* Required work *
The answer must be every line below that holds the word "Alessando".

** Opening Source material block **

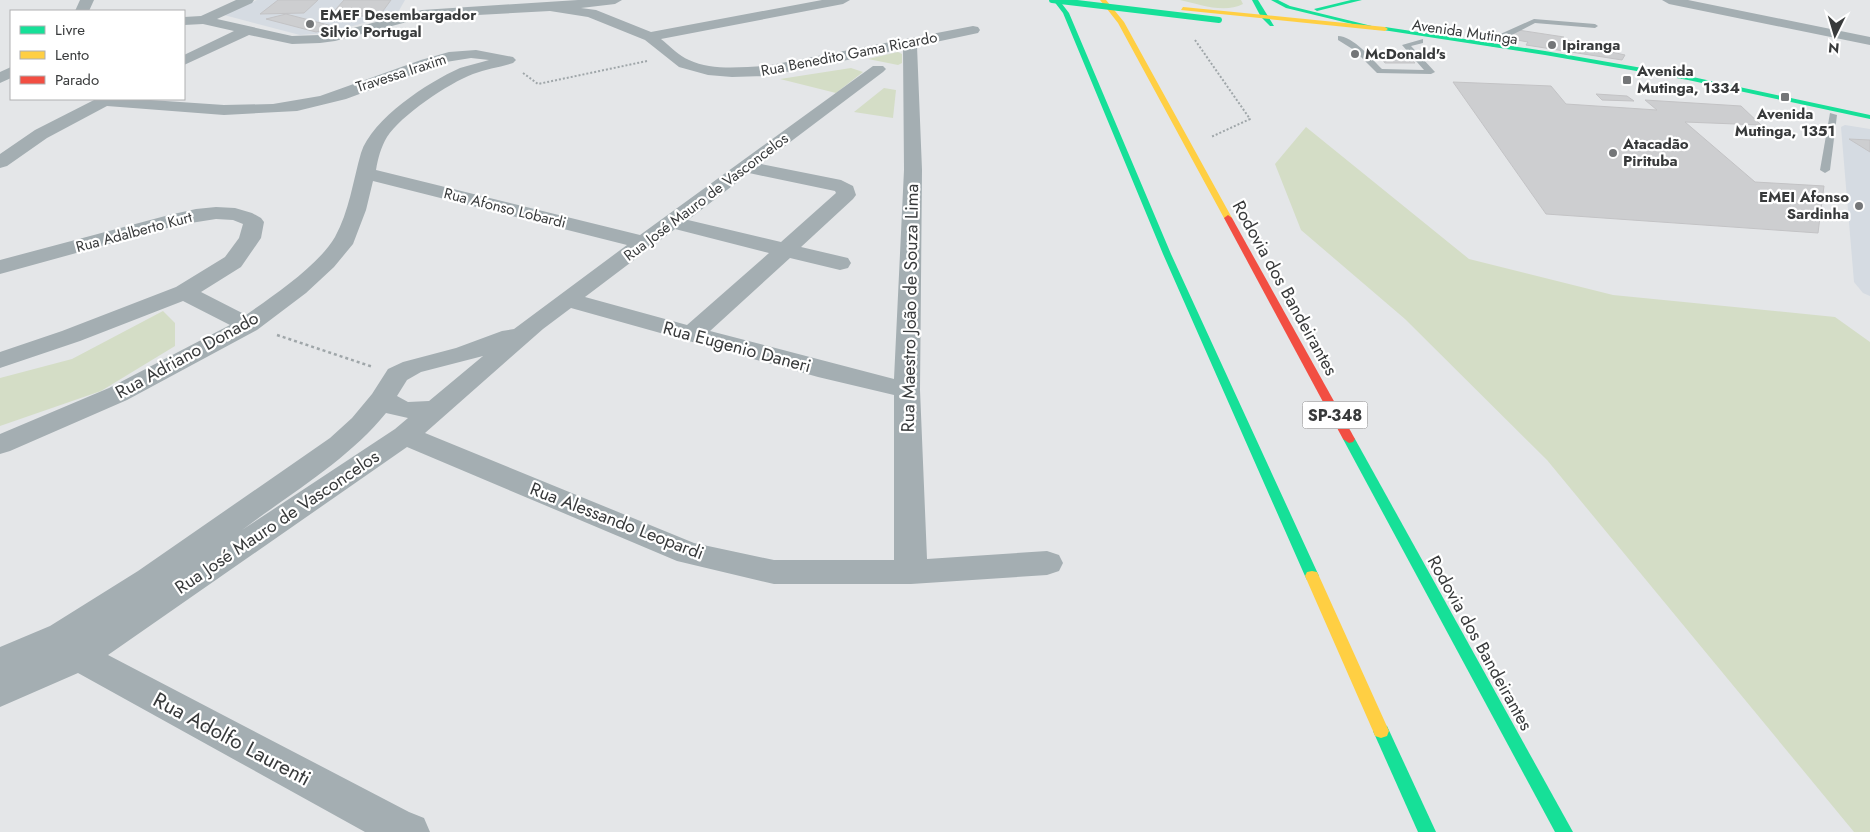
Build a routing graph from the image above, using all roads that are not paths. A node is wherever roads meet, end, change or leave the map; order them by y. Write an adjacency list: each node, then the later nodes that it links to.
1 (247, 0): 14 (street)
2 (615, 0): 11 (street)
3 (843, 0): 22 (street)
4 (1052, 0): 13 (main road, Avenida Mutinga, bridge)
5 (1056, 0): 65 (main road)
6 (1104, 0): 13 (main road, Avenida Mutinga); 66 (main road, Rodovia dos Bandeirantes / SP-348)
7 (1255, 0): 16 (main road)
8 (1274, 0): 12 (main road)
9 (1359, 0): 12 (main road)
10 (1669, 0): 26 (street)
11 (594, 7): 19 (street); 22 (street, Rua Benedito Gama Ricardo)
12 (1309, 11): 16 (main road); 18 (main road)
13 (1219, 16): 16 (main road, Avenida Mutinga)
14 (203, 20): 15 (street); 19 (street)
15 (185, 21)
16 (1268, 21): 18 (main road, Avenida Mutinga); 21 (main road, Avenida Mutinga)
17 (1595, 26): 28 (lane)
18 (1377, 28): 21 (main road); 28 (main road, Avenida Mutinga)
19 (249, 29): 30 (street)
20 (973, 30): 27 (street, Rua Benedito Gama Ricardo)
21 (1320, 30): 25 (main road, Avenida Mutinga)
22 (650, 37): 29 (street, Rua Benedito Gama Ricardo)
23 (1341, 38): 25 (lane)
24 (1511, 40): 28 (lane)
25 (1420, 41): 34 (main road, Avenida Mutinga)
26 (1870, 41)
27 (910, 44): 29 (street, Rua Benedito Gama Ricardo); 32 (street, Rua Maestro João de Souza Lima)
28 (1496, 46): 35 (main road, Avenida Mutinga)
29 (844, 57): 31 (street)
30 (185, 61)
31 (878, 68): 32 (street); 38 (street, Rua José Mauro de Vasconcelos)
32 (911, 77): 55 (street, Rua Maestro João de Souza Lima)
33 (106, 100): 37 (street); 40 (street, Travessa Iraxim)
34 (1833, 115): 36 (main road, Avenida Mutinga); 39 (lane)
35 (1870, 117)
36 (1870, 123)
37 (0, 162)
38 (745, 168): 41 (street, Rua José Mauro de Vasconcelos); 43 (street)
39 (1825, 170)
40 (366, 173): 42 (street, Rua Afonso Lobardi); 49 (street, Rua Adriano Donado)
41 (673, 222): 42 (street, Rua José Mauro de Vasconcelos); 43 (street)
42 (645, 242): 47 (street, Rua José Mauro de Vasconcelos)
43 (786, 250): 44 (street); 50 (street)
44 (840, 263)
45 (0, 267): 46 (street, Rua Adalberto Kurt)
46 (184, 292): 49 (street); 51 (street)
47 (568, 300): 48 (street, Rua José Mauro de Vasconcelos); 50 (street, Rua Eugenio Daneri)
48 (534, 324): 52 (street, Rua José Mauro de Vasconcelos); 53 (street, Rua José Mauro de Vasconcelos)
49 (248, 325): 58 (street, Rua Adriano Donado)
50 (692, 334): 55 (street, Rua Eugenio Daneri)
51 (0, 360)
52 (435, 360): 53 (street); 54 (street, Rua José Mauro de Vasconcelos)
53 (472, 380): 56 (street, Rua José Mauro de Vasconcelos)
54 (390, 387): 56 (street); 61 (street, Rua José Mauro de Vasconcelos)
55 (907, 390): 60 (street, Rua Maestro João de Souza Lima)
56 (437, 408): 57 (street, Rua José Mauro de Vasconcelos)
57 (405, 435): 60 (street, Rua Alessando Leopardi); 61 (street, Rua José Mauro de Vasconcelos)
58 (0, 445)
59 (1047, 562): 60 (street, Rua Alessando Leopardi)
60 (911, 572)
61 (70, 646): 62 (street, Rua José Mauro de Vasconcelos); 63 (street, Rua José Mauro de Vasconcelos); 64 (street, Rua Adolfo Laurenti)
62 (0, 663)
63 (0, 692)
64 (409, 832)
65 (1427, 832)
66 (1564, 832)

** Closing Source material block **

* Completed exercise *
57 (405, 435): 60 (street, Rua Alessando Leopardi); 61 (street, Rua José Mauro de Vasconcelos)
59 (1047, 562): 60 (street, Rua Alessando Leopardi)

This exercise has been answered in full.